In an effort to find out why she is not speaking, an otolaryngologist (ear, nose and throat specialist) does a  nasolaryngoscopy, where a small camera attached to a flexible tube is inserted through the nostril to examine the larynx and vocal folds for a physical problem.

For her, the sensory overload of this going up  a nostril and down the back of her throat is excruciating. She is red-headed and undiagnosed autistic, which means that she has a lot of resistance to the local anaesthetic, and it isn’t working. She struggles, and is held down by four people, including her parents, to stop her from struggling while they conduct this test.

Building trauma on top of sensory overload, but she is a child, overwhelmed, terrified and with a tube in her throat, she can’t scream.

Afterwards, she can do nothing but scream and jump, stimming, trying to regulate,  but further abrading her throat, still painful from the nasolaryngoscopy. And then, she returns to her non verbal ways, with a deep distrust of  doctors, and even her parents, after they helped hold her down when she was in pain.

Her mind, though,  is razor sharp.  She doesn’t need a voice to think. She writes,  filling journal after journal. But sensory issues plague her, including ARFID. As she grows up,  dieticians and nutritionists and allergen specialists are added to the phalanx of specialists.

At 6 years old,  she refuses school. The sensory overload paralyses her,  and she is assessed for epilepsy.

At 9 years old,  she is hospitalised with suspected anorexia nervosa, with her continued refusal to eat anything except a few foods.

At 10 years old, having learnt from other,  older girls in the hospital,  she self harms, starting with skin picking, and developing to slapping herself. She adopts sensory seeking behaviours,  seeking pain to silence the voice in her head,  her inner monologue.

At 11 years old,  she is committed to a psychiatric hospital, for fear of her committing suicide. Her food refusal results in a gastric tube being authorised by her parents.

At 12 years old, still in hospital,  she develops gender dysphoria and is flagged for borderline personality disorder.

At 13 years old, a trauma-informed psychologist, who is AuDHD, starts working with her. This person, with her own autistic compassion,  empathy and sense of justice,  gives different labels to the girl’s behaviours.  Stimming,  sensory seeking,  ARFID, hyperlexia. This psychologist works with the hospital and the girl’s parents to have her moved to a different facility. Trust develops slowly.

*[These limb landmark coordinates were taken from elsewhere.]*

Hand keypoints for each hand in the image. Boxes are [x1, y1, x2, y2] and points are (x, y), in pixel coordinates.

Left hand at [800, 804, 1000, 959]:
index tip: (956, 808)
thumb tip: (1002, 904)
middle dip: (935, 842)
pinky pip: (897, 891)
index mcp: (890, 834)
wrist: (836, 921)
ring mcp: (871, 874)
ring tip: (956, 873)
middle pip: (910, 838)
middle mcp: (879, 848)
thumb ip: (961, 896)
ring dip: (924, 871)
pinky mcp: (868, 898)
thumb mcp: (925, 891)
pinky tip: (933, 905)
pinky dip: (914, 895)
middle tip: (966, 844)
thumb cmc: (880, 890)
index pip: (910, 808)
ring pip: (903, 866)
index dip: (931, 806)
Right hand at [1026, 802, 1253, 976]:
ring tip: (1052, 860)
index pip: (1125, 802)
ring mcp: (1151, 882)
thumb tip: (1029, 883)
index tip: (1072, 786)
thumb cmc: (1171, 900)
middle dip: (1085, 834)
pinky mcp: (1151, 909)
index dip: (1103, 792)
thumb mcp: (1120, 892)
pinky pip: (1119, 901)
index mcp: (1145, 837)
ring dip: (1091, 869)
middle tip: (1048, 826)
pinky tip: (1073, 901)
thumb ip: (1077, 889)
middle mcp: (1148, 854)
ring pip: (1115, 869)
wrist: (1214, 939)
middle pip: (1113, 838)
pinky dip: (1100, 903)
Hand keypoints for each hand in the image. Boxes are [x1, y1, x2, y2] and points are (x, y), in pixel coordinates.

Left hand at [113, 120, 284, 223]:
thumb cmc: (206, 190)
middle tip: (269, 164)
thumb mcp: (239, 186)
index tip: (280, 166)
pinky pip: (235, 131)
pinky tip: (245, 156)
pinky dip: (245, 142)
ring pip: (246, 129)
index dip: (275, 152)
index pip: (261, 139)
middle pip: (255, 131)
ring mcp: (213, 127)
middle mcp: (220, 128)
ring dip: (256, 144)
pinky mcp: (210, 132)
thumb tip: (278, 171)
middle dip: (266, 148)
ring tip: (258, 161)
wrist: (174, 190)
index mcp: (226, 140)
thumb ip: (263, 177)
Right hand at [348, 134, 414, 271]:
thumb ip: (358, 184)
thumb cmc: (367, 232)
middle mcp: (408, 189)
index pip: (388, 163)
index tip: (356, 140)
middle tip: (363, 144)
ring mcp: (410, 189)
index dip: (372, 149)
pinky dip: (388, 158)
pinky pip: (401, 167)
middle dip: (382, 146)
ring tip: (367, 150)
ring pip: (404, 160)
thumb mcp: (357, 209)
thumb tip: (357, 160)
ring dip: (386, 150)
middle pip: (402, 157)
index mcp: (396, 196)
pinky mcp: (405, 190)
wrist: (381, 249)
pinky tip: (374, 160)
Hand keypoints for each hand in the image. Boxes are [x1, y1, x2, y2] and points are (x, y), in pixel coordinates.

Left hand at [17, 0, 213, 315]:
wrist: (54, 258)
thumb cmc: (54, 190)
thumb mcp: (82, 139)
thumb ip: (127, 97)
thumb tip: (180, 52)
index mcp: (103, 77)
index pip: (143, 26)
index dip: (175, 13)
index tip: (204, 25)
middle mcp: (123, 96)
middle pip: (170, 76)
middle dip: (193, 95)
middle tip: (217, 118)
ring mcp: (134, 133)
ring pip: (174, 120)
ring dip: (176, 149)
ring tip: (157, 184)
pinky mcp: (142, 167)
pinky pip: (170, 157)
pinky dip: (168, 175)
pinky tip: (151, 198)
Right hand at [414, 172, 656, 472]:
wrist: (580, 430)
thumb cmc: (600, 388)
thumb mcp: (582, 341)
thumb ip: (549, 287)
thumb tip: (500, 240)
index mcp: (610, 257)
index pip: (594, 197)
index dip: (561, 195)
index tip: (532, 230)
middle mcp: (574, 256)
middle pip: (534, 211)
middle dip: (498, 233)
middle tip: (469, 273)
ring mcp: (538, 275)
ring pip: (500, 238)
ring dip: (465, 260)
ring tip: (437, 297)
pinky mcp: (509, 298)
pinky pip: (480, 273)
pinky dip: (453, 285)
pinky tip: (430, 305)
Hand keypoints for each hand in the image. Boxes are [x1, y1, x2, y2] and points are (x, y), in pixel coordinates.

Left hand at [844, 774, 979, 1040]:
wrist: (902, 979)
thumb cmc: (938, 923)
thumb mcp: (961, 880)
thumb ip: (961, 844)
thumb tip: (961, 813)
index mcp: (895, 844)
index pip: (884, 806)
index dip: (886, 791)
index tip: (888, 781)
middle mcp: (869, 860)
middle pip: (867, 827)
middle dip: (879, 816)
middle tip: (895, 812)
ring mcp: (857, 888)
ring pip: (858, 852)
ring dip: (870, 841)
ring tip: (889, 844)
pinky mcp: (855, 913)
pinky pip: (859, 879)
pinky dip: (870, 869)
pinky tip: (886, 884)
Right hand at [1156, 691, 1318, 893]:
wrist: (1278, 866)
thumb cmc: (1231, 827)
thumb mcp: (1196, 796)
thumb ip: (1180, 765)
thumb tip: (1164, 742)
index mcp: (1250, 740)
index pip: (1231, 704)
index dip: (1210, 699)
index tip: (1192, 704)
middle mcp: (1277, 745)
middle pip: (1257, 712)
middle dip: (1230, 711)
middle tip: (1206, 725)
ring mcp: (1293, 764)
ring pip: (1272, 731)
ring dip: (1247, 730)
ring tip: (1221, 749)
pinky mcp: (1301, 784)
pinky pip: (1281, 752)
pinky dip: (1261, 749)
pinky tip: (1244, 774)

A diagnosis of autism with voluntary non verbalism is made for the girl. Medications are wound back,  the gastric feeding tube is removed. The girl has an opportunity, for the first time,  to learn about autism and her type of autism; her sensory sensitivities and also her sensory joys, including food. Her hyperlexia is celebrated,  her writing encouraged,  and she discovers watercolour painting,  and then the art of paper-making.

At 14 years old, she returns to her family home. Old patterns emerge,  and within months,  she is back in the facility, at breaking point again. This time, though,  she is in autistic burnout,  with acute mental paralysis. She spends most of her days sitting on her bed,  staring at the ceiling,  sometimes wrapping her arms around herself and rocking.

Let’s leave it there,  as you can by now,  I hope,  get a sense of the trauma, the PTSD, not only for this girl,  but her parents. Bear in mind that autism is genetic,  so one of her parents may now be struggling with her or his own diagnosis of autism or ADHD.

Look at the number of misdiagnoses for this hypothetical girl, when all along,  it was undiagnosed autism.

Why is it that so many women and girls are not diagnosed until they have reached their breaking point?

ChatGPT’s take on late diagnosis and misdiagnosis

“The delay in diagnosing autism in women and girls often stems from several factors. One major reason is the way autism manifests differently in females compared to males. Traditionally, autism has been studied and diagnosed based on male-centered criteria, leading to underdiagnosis or misdiagnosis in females.”

And that’s true.  But it doesn’t reflect the emotional,  psychological and even physical damage from misdiagnosis. Look, again,  at our hypothetical girl. How much damage, how much trauma, how much injury, do she endure before her diagnosis?

My autistic sisters, I see you,  I hear you.